Published online Jan 26, 2014. doi: 10.4252/wjsc.v6.i1.1
Revised: November 11, 2013
Accepted: December 9, 2013
Published online: January 26, 2014
Processing time: 137 Days and 4.8 Hours
Human pluripotent stem cells (hPSCs), including human embryonic stem cells and human induced pluripotent stem cells, are promising sources for hematopoietic cells due to their unlimited growth capacity and the pluripotency. Dendritic cells (DCs), the unique immune cells in the hematopoietic system, can be loaded with tumor specific antigen and used as vaccine for cancer immunotherapy.
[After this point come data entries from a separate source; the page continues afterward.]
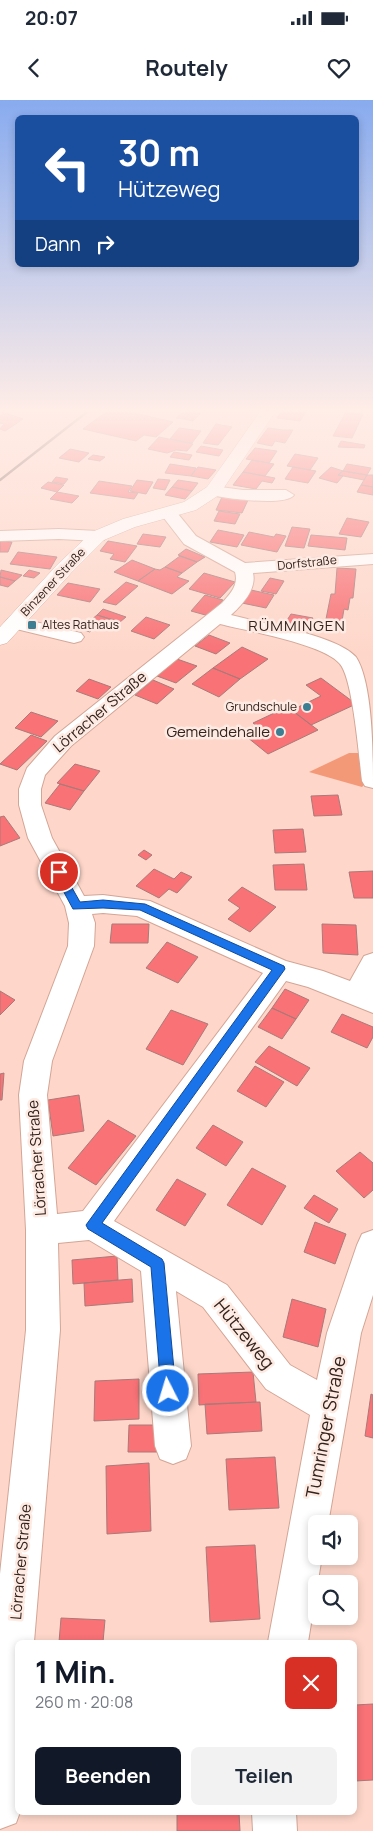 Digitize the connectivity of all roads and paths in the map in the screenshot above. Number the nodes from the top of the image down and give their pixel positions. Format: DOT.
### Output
graph roads {
  1 [pos="210,493"];
  2 [pos="226,493"];
  3 [pos="286,495"];
  4 [pos="168,514"];
  5 [pos="0,536"];
  6 [pos="98,536"];
  7 [pos="373,559"];
  8 [pos="242,569"];
  9 [pos="216,617"];
  10 [pos="15,623"];
  11 [pos="74,637"];
  12 [pos="0,639"];
  13 [pos="373,781"];
  14 [pos="77,906"];
  15 [pos="373,963"];
  16 [pos="280,969"];
  17 [pos="365,998"];
  18 [pos="92,1225"];
  19 [pos="42,1230"];
  20 [pos="373,1245"];
  21 [pos="157,1263"];
  22 [pos="329,1406"];
  23 [pos="173,1446"];
  24 [pos="288,1640"];
  25 [pos="0,1806"];
  26 [pos="274,1815"];
  27 [pos="275,1831"];
  1 -- 4 [label="main road, Binzener Straße"];
  2 -- 3 [label="street"];
  4 -- 6 [label="main road, Binzener Straße"];
  4 -- 8 [label="street"];
  5 -- 6 [label="street"];
  6 -- 10 [label="main road, Binzener Straße"];
  7 -- 8 [label="street, Dorfstraße"];
  8 -- 9 [label="street, Lörracher Straße"];
  9 -- 13 [label="street"];
  9 -- 14 [label="street, Lörracher Straße"];
  10 -- 11 [label="street"];
  10 -- 12 [label="main road, Binzener Straße"];
  14 -- 16 [label="street"];
  14 -- 19 [label="street, Lörracher Straße"];
  15 -- 17 [label="street"];
  16 -- 17 [label="street"];
  16 -- 18 [label="street"];
  18 -- 19 [label="street"];
  18 -- 21 [label="street, Hützeweg"];
  19 -- 25 [label="street, Lörracher Straße"];
  20 -- 22 [label="street, Tumringer Straße"];
  21 -- 22 [label="street, Hützeweg"];
  21 -- 23 [label="street"];
  22 -- 24 [label="street, Tumringer Straße"];
  26 -- 27 [label="street"];
} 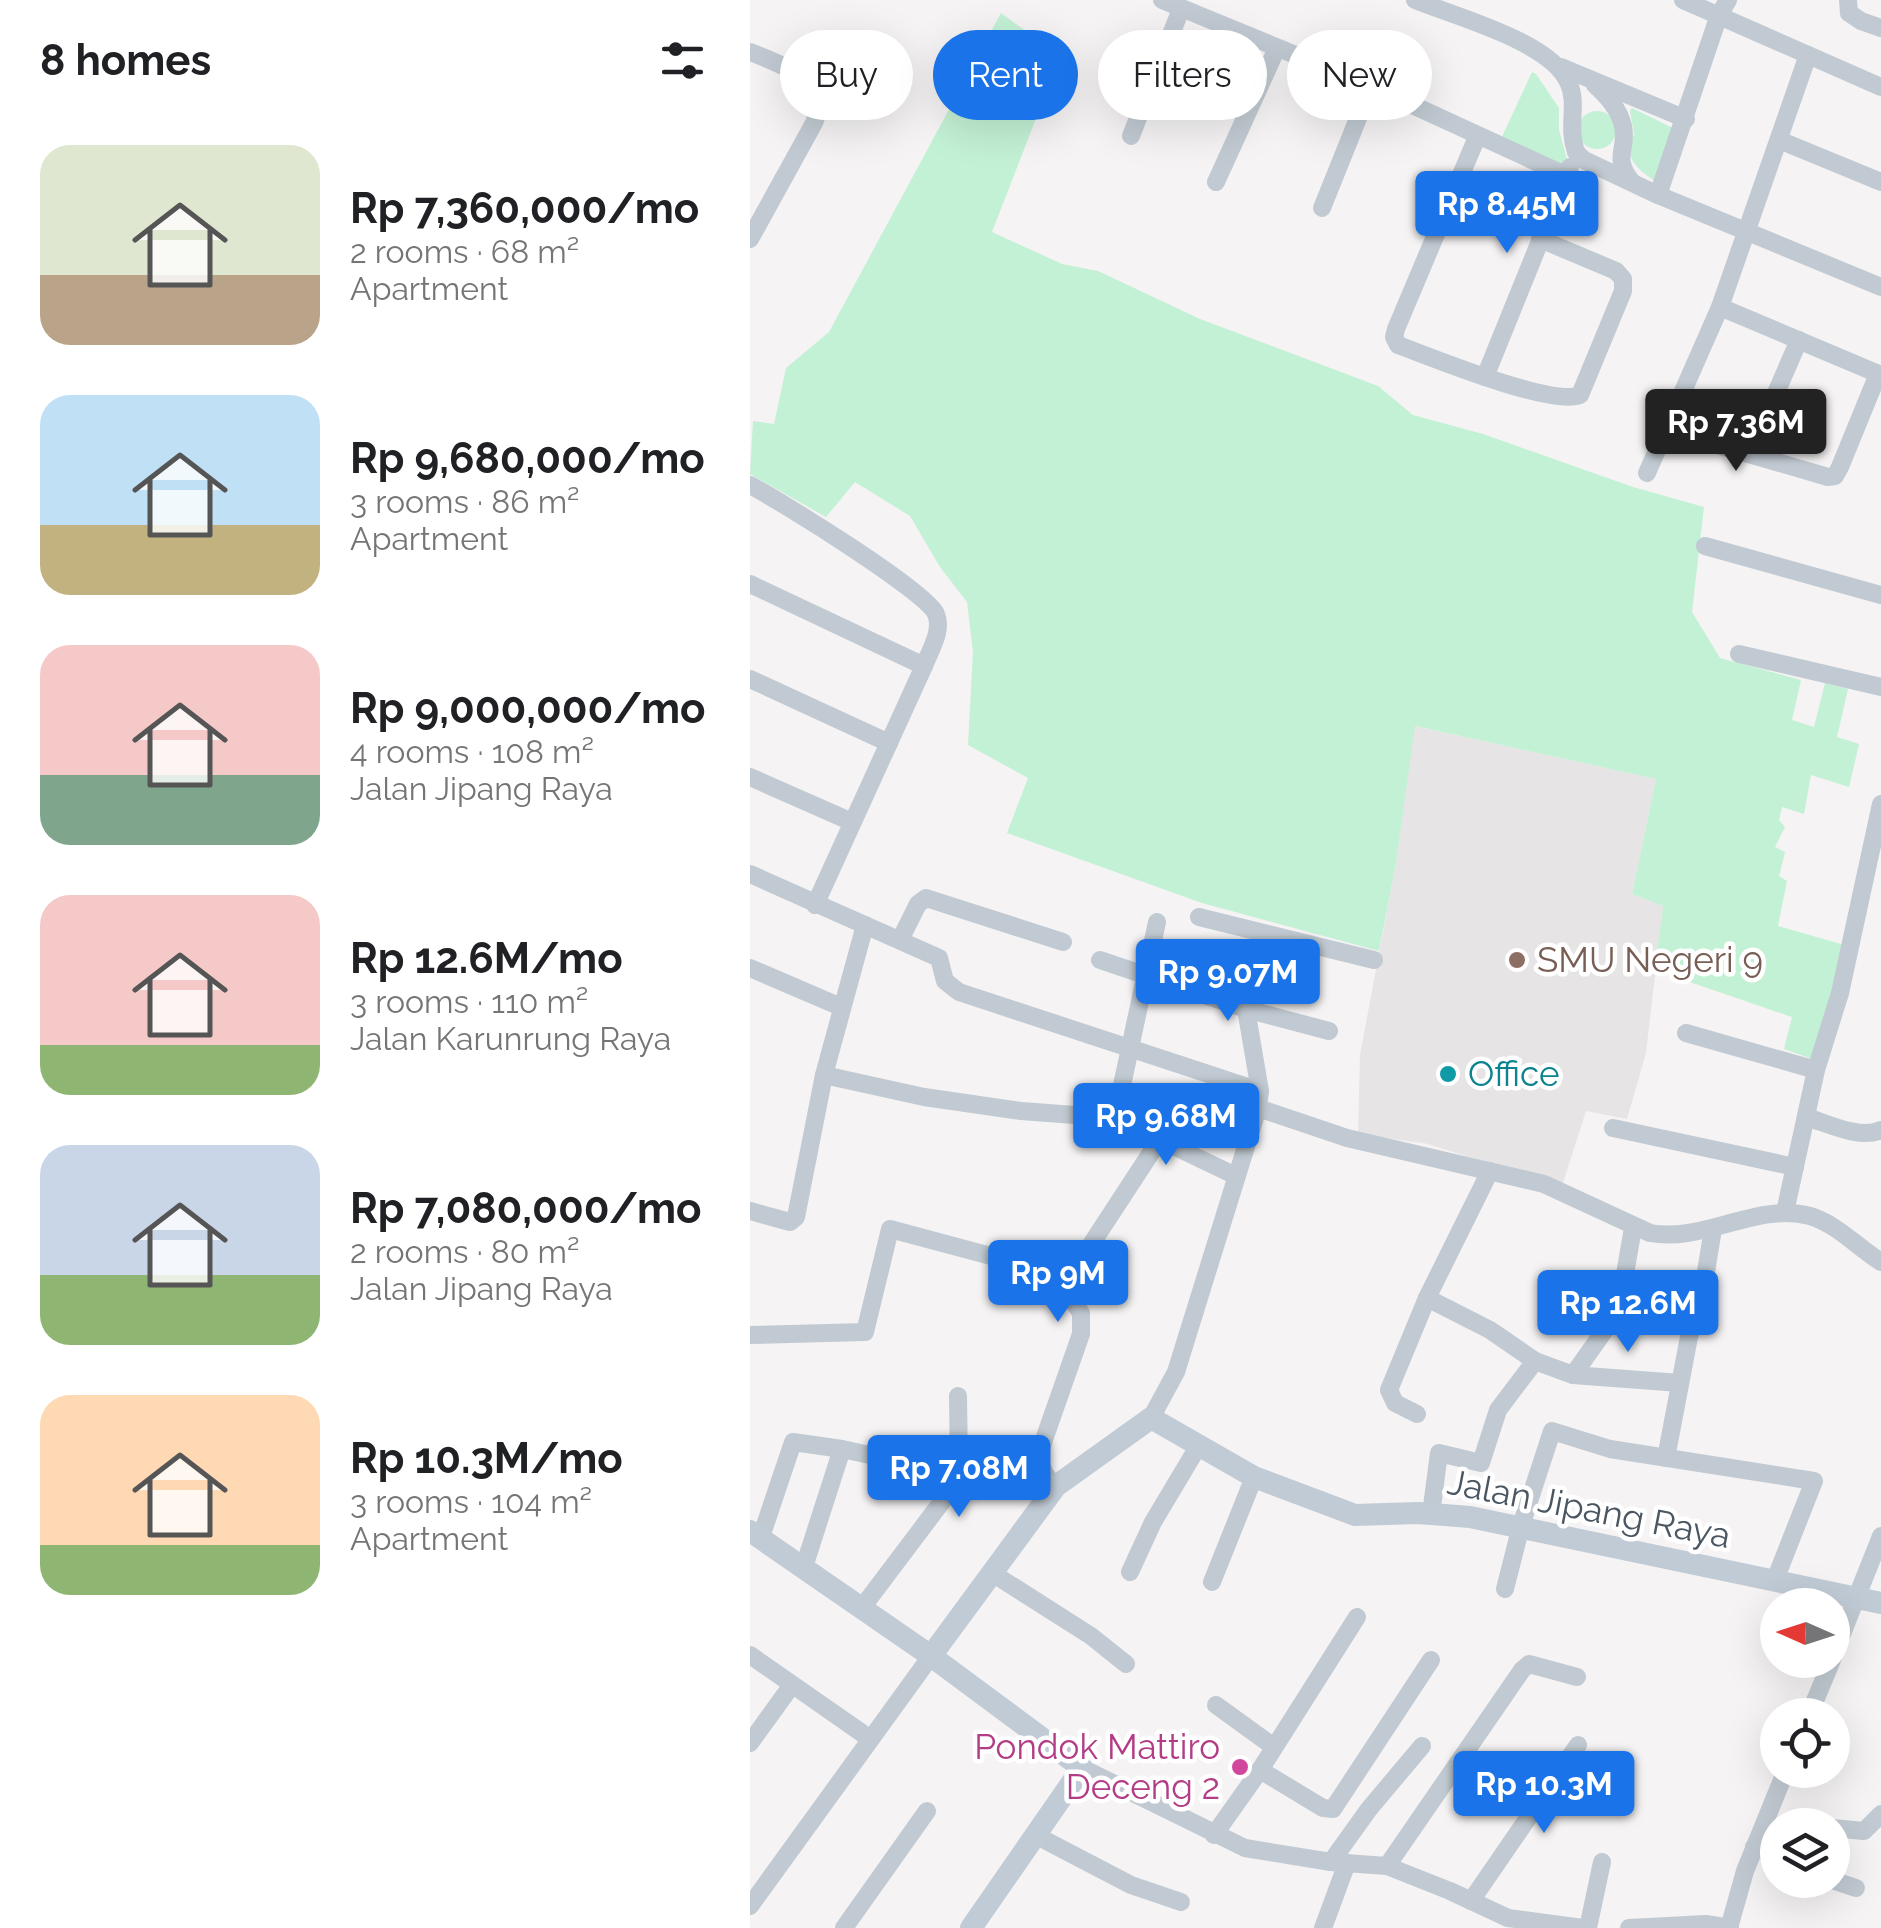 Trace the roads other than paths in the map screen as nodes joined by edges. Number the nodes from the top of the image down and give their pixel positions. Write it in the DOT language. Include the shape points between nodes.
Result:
graph roads {
  1 [pos="1162,0"];
  2 [pos="1415,0"];
  3 [pos="1683,0"];
  4 [pos="1848,0"];
  5 [pos="1724,8"];
  6 [pos="1181,9"];
  7 [pos="1881,28"];
  8 [pos="1277,48"];
  9 [pos="750,52"];
  10 [pos="1287,52"];
  11 [pos="1808,55"];
  12 [pos="1561,68"];
  13 [pos="1589,79"];
  14 [pos="1881,87"];
  15 [pos="1432,115"];
  16 [pos="1686,119"];
  17 [pos="1357,120"];
  18 [pos="1131,136"];
  19 [pos="1476,136"];
  20 [pos="1778,140"];
  21 [pos="1576,152"];
  22 [pos="1567,176"];
  23 [pos="1632,181"];
  24 [pos="1216,182"];
  25 [pos="1881,182"];
  26 [pos="1658,196"];
  27 [pos="1322,208"];
  28 [pos="1746,232"];
  29 [pos="750,239"];
  30 [pos="1540,239"];
  31 [pos="1881,288"];
  32 [pos="1720,306"];
  33 [pos="1800,340"];
  34 [pos="1880,375"];
  35 [pos="1485,376"];
  36 [pos="1666,430"];
  37 [pos="1750,453"];
  38 [pos="1648,472"];
  39 [pos="750,485"];
  40 [pos="1705,546"];
  41 [pos="750,584"];
  42 [pos="1881,594"];
  43 [pos="1739,654"];
  44 [pos="924,666"];
  45 [pos="750,679"];
  46 [pos="1881,686"];
  47 [pos="889,743"];
  48 [pos="750,777"];
  49 [pos="1881,804"];
  50 [pos="852,822"];
  51 [pos="1876,849"];
  52 [pos="750,874"];
  53 [pos="815,905"];
  54 [pos="1199,917"];
  55 [pos="1156,922"];
  56 [pos="865,925"];
  57 [pos="1267,935"];
  58 [pos="901,938"];
  59 [pos="1062,942"];
  60 [pos="1100,960"];
  61 [pos="1374,960"];
  62 [pos="750,968"];
  63 [pos="1145,976"];
  64 [pos="841,1008"];
  65 [pos="1246,1009"];
  66 [pos="1329,1031"];
  67 [pos="1686,1033"];
  68 [pos="1130,1047"];
  69 [pos="1816,1070"];
  70 [pos="824,1075"];
  71 [pos="1259,1099"];
  72 [pos="1806,1117"];
  73 [pos="1115,1118"];
  74 [pos="1612,1128"];
  75 [pos="1881,1130"];
  76 [pos="1160,1139"];
  77 [pos="1796,1167"];
  78 [pos="1490,1171"];
  79 [pos="1236,1176"];
  80 [pos="750,1211"];
  81 [pos="1785,1212"];
  82 [pos="1633,1228"];
  83 [pos="1713,1229"];
  84 [pos="1880,1257"];
  85 [pos="1062,1289"];
  86 [pos="1427,1298"];
  87 [pos="750,1335"];
  88 [pos="1535,1361"];
  89 [pos="1573,1374"];
  90 [pos="1680,1383"];
  91 [pos="958,1396"];
  92 [pos="1417,1414"];
  93 [pos="1151,1418"];
  94 [pos="1200,1445"];
  95 [pos="842,1449"];
  96 [pos="1666,1458"];
  97 [pos="958,1474"];
  98 [pos="1254,1477"];
  99 [pos="1056,1486"];
  100 [pos="1431,1514"];
  101 [pos="1521,1526"];
  102 [pos="755,1534"];
  103 [pos="1881,1536"];
  104 [pos="804,1567"];
  105 [pos="1130,1572"];
  106 [pos="992,1573"];
  107 [pos="1775,1580"];
  108 [pos="1212,1582"];
  109 [pos="1505,1588"];
  110 [pos="1856,1599"];
  111 [pos="1881,1604"];
  112 [pos="861,1609"];
  113 [pos="1850,1614"];
  114 [pos="1357,1617"];
  115 [pos="750,1656"];
  116 [pos="931,1656"];
  117 [pos="1432,1660"];
  118 [pos="1126,1664"];
  119 [pos="1578,1677"];
  120 [pos="792,1685"];
  121 [pos="1216,1705"];
  122 [pos="869,1738"];
  123 [pos="750,1743"];
  124 [pos="1578,1745"];
  125 [pos="1422,1746"];
  126 [pos="1274,1747"];
  127 [pos="1082,1768"];
  128 [pos="1260,1770"];
  129 [pos="1779,1788"];
  130 [pos="927,1811"];
  131 [pos="1881,1814"];
  132 [pos="1850,1830"];
  133 [pos="1214,1835"];
  134 [pos="1037,1836"];
  135 [pos="1754,1847"];
  136 [pos="1760,1850"];
  137 [pos="1339,1862"];
  138 [pos="1602,1862"];
  139 [pos="1387,1866"];
  140 [pos="1850,1886"];
  141 [pos="1856,1888"];
  142 [pos="1181,1902"];
  143 [pos="1471,1902"];
  144 [pos="750,1906"];
  145 [pos="844,1928"];
  146 [pos="971,1928"];
  147 [pos="1323,1928"];
  148 [pos="1585,1928"];
  149 [pos="1629,1928"];
  150 [pos="1730,1928"];
  1 -- 6 [label="street"];
  2 -- 12 [label="street" via="1536,48"];
  3 -- 5 [label="street"];
  4 -- 7 [label="street" via="1849,12"];
  5 -- 11 [label="street"];
  5 -- 16 [label="street"];
  6 -- 8 [label="street"];
  6 -- 18 [label="street"];
  8 -- 10 [label="street"];
  8 -- 24 [label="street"];
  9 -- 29 [label="street" via="806,80 822,100"];
  11 -- 14 [label="street"];
  11 -- 20 [label="street"];
  12 -- 13 [label="street"];
  12 -- 21 [label="street" via="1574,100"];
  13 -- 16 [label="street"];
  13 -- 23 [label="street" via="1619,115 1619,154"];
  15 -- 19 [label="street"];
  16 -- 26 [label="street"];
  17 -- 27 [label="street"];
  19 -- 22 [label="street"];
  19 -- 35 [label="street" via="1394,337 1398,345"];
  20 -- 25 [label="street"];
  20 -- 28 [label="street"];
  21 -- 22 [label="street"];
  21 -- 23 [label="street"];
  22 -- 30 [label="street"];
  23 -- 26 [label="street"];
  26 -- 28 [label="street"];
  28 -- 31 [label="street"];
  28 -- 32 [label="street"];
  30 -- 35 [label="street"];
  30 -- 35 [label="street" via="1616,271 1622,292 1580,394 1560,398"];
  32 -- 33 [label="street"];
  32 -- 36 [label="street"];
  33 -- 34 [label="street"];
  33 -- 37 [label="street"];
  34 -- 37 [label="street" via="1835,476"];
  36 -- 37 [label="street"];
  36 -- 38 [label="street"];
  39 -- 44 [label="street" via="928,603 938,632"];
  40 -- 42 [label="street"];
  41 -- 44 [label="street"];
  43 -- 46 [label="street"];
  44 -- 47 [label="street"];
  45 -- 47 [label="street"];
  47 -- 50 [label="street"];
  48 -- 50 [label="street"];
  49 -- 51 [label="street"];
  50 -- 53 [label="street"];
  51 -- 69 [label="street"];
  52 -- 53 [label="street"];
  53 -- 56 [label="street"];
  54 -- 57 [label="street"];
  55 -- 63 [label="street"];
  56 -- 58 [label="street"];
  56 -- 64 [label="street"];
  57 -- 61 [label="street"];
  57 -- 65 [label="street"];
  58 -- 59 [label="street" via="926,898"];
  58 -- 68 [label="street" via="940,958 946,981 960,992"];
  60 -- 63 [label="street"];
  62 -- 64 [label="street"];
  63 -- 65 [label="street"];
  63 -- 68 [label="street"];
  64 -- 70 [label="street"];
  65 -- 66 [label="street"];
  65 -- 71 [label="street"];
  67 -- 69 [label="street"];
  68 -- 71 [label="street"];
  68 -- 73 [label="street"];
  69 -- 72 [label="street"];
  70 -- 73 [label="street" via="924,1097"];
  70 -- 80 [label="street" via="796,1217 790,1222"];
  71 -- 78 [label="street" via="1347,1138"];
  71 -- 79 [label="street"];
  72 -- 75 [label="street" via="1862,1132"];
  72 -- 77 [label="street"];
  73 -- 76 [label="street"];
  74 -- 77 [label="street"];
  76 -- 79 [label="street"];
  76 -- 85 [label="street"];
  77 -- 81 [label="street"];
  78 -- 82 [label="street" via="1544,1184"];
  78 -- 86 [label="street"];
  79 -- 93 [label="street" via="1176,1372"];
  81 -- 83 [label="street"];
  81 -- 84 [label="street" via="1812,1216"];
  82 -- 83 [label="street" via="1666,1236"];
  82 -- 89 [label="street" via="1612,1320"];
  83 -- 90 [label="street"];
  85 -- 87 [label="street" via="1008,1259 890,1230 865,1332"];
  85 -- 99 [label="street" via="1082,1323 1040,1451 1040,1464"];
  86 -- 88 [label="street"];
  86 -- 92 [label="street" via="1390,1390 1394,1404"];
  88 -- 89 [label="street"];
  88 -- 100 [label="street" via="1498,1410 1482,1462 1439,1453"];
  89 -- 90 [label="street"];
  90 -- 96 [label="street"];
  91 -- 97 [label="street"];
  93 -- 94 [label="street, Jalan Jipang Raya"];
  93 -- 99 [label="street"];
  94 -- 98 [label="street, Jalan Jipang Raya"];
  94 -- 105 [label="street"];
  95 -- 97 [label="street"];
  95 -- 102 [label="street" via="794,1442"];
  95 -- 104 [label="street"];
  96 -- 101 [label="street" via="1610,1450 1552,1431"];
  96 -- 107 [label="street" via="1814,1482"];
  97 -- 112 [label="street"];
  98 -- 100 [label="street, Jalan Jipang Raya" via="1354,1515"];
  98 -- 108 [label="street"];
  99 -- 106 [label="street"];
  100 -- 101 [label="street, Jalan Jipang Raya"];
  101 -- 107 [label="street, Jalan Jipang Raya"];
  101 -- 109 [label="street"];
  102 -- 104 [label="street"];
  103 -- 110 [label="street"];
  104 -- 112 [label="street"];
  106 -- 116 [label="street"];
  106 -- 118 [label="street"];
  107 -- 110 [label="street, Jalan Jipang Raya"];
  110 -- 111 [label="street, Jalan Jipang Raya"];
  110 -- 113 [label="street"];
  112 -- 116 [label="street"];
  114 -- 126 [label="street"];
  115 -- 120 [label="street"];
  116 -- 122 [label="street"];
  116 -- 127 [label="street"];
  117 -- 128 [label="street" via="1334,1809"];
  119 -- 139 [label="street" via="1537,1664 1522,1670"];
  120 -- 122 [label="street"];
  120 -- 123 [label="street"];
  121 -- 126 [label="street"];
  122 -- 144 [label="street"];
  124 -- 143 [label="street"];
  125 -- 137 [label="street" via="1369,1808"];
  126 -- 128 [label="street"];
  127 -- 133 [label="street"];
  127 -- 134 [label="street"];
  128 -- 133 [label="street"];
  129 -- 135 [label="street"];
  130 -- 145 [label="street"];
  131 -- 132 [label="street" via="1864,1831"];
  133 -- 137 [label="street" via="1245,1848"];
  134 -- 142 [label="street"];
  134 -- 146 [label="street"];
  135 -- 136 [label="street"];
  135 -- 150 [label="street"];
  137 -- 139 [label="street"];
  137 -- 147 [label="street"];
  138 -- 148 [label="street"];
  139 -- 143 [label="street"];
  140 -- 141 [label="street"];
  143 -- 148 [label="street" via="1508,1918"];
  149 -- 150 [label="street"];
}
While autologous DCs from peripheral blood are limited in cell number, hPSC-derived DCs provide a novel alternative cell source which has the potential for large scale production. This review summarizes recent advances in differentiating hPSCs to DCs through the intermediate stage of hematopoietic stem cells. Step-wise growth factor induction has been used to derive DCs from hPSCs either in suspension culture of embryoid bodies (EBs) or in co-culture with stromal cells. To fulfill the clinical potential of the DCs derived from hPSCs, the bioprocess needs to be scaled up to produce a large number of cells economically under tight quality control. This requires the development of novel bioreactor systems combining guided EB-based differentiation with engineered culture environment. Hence, recent progress in using bioreactors for hPSC lineage-specific differentiation is reviewed. In particular, the potential scale up strategies for the multistage DC differentiation and the effect of shear stress on hPSC differentiation in bioreactors are discussed in detail.
Core tip: Human embryonic stem cells (hESCs) and human induced pluripotent stem cells (hiPSCs) are promising sources for hematopoietic cells. This review summarizes recent advances in differentiating hESCs and hiPSCs to dendritic cells (DCs), which are unique immune cells in the hematopoietic system and can be loaded with tumor specific antigen and used as vaccine for cancer immunotherapy. While autologous DCs from peripheral blood are limited in number, human PSC (hPSC)-derived DCs provide a novel alternative cell source for clinical application. Different strategies and effects of shear stress on large-scale production of hPSC-derived DCs in bioreactors are also discussed.